*Task item*
Write out the line that contains "middle tip: (126, 213)", then every following line to the end of the records below, with no other lines and no changes.
Start of Data section
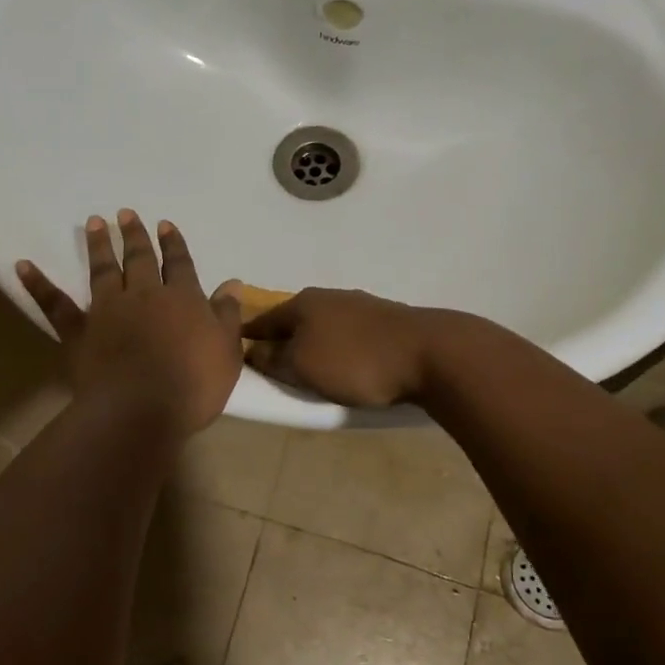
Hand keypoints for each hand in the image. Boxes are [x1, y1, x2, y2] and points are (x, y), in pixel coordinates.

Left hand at [17, 211, 242, 436]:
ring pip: (103, 269)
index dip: (174, 244)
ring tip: (95, 222)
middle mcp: (144, 295)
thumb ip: (227, 315)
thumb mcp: (226, 351)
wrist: (141, 409)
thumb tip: (232, 283)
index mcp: (182, 298)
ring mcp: (108, 310)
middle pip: (140, 259)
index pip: (179, 264)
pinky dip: (38, 283)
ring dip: (100, 245)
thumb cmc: (193, 385)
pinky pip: (54, 303)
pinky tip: (22, 265)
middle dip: (135, 235)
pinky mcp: (78, 330)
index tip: (166, 225)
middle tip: (126, 213)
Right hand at [234, 287, 435, 407]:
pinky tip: (344, 362)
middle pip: (294, 320)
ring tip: (309, 367)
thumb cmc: (355, 361)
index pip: (262, 320)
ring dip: (312, 342)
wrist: (429, 353)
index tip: (235, 352)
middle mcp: (328, 297)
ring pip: (323, 325)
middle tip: (272, 365)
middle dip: (281, 339)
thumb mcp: (303, 366)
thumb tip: (254, 350)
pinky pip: (348, 333)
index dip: (247, 337)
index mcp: (302, 303)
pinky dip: (338, 346)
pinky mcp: (385, 319)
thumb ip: (274, 359)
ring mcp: (360, 305)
End of Data section
*Solution to this task*
middle tip: (126, 213)
Right hand at [234, 287, 435, 407]:
pinky tip: (344, 362)
middle pip: (294, 320)
ring tip: (309, 367)
thumb cmc: (355, 361)
index pip: (262, 320)
ring dip: (312, 342)
wrist: (429, 353)
index tip: (235, 352)
middle mcp: (328, 297)
ring pip: (323, 325)
middle tip: (272, 365)
middle dip: (281, 339)
thumb mcp: (303, 366)
thumb tip: (254, 350)
pinky pip: (348, 333)
index dip: (247, 337)
index mcp: (302, 303)
pinky dip: (338, 346)
pinky mcp: (385, 319)
thumb ip: (274, 359)
ring mcp: (360, 305)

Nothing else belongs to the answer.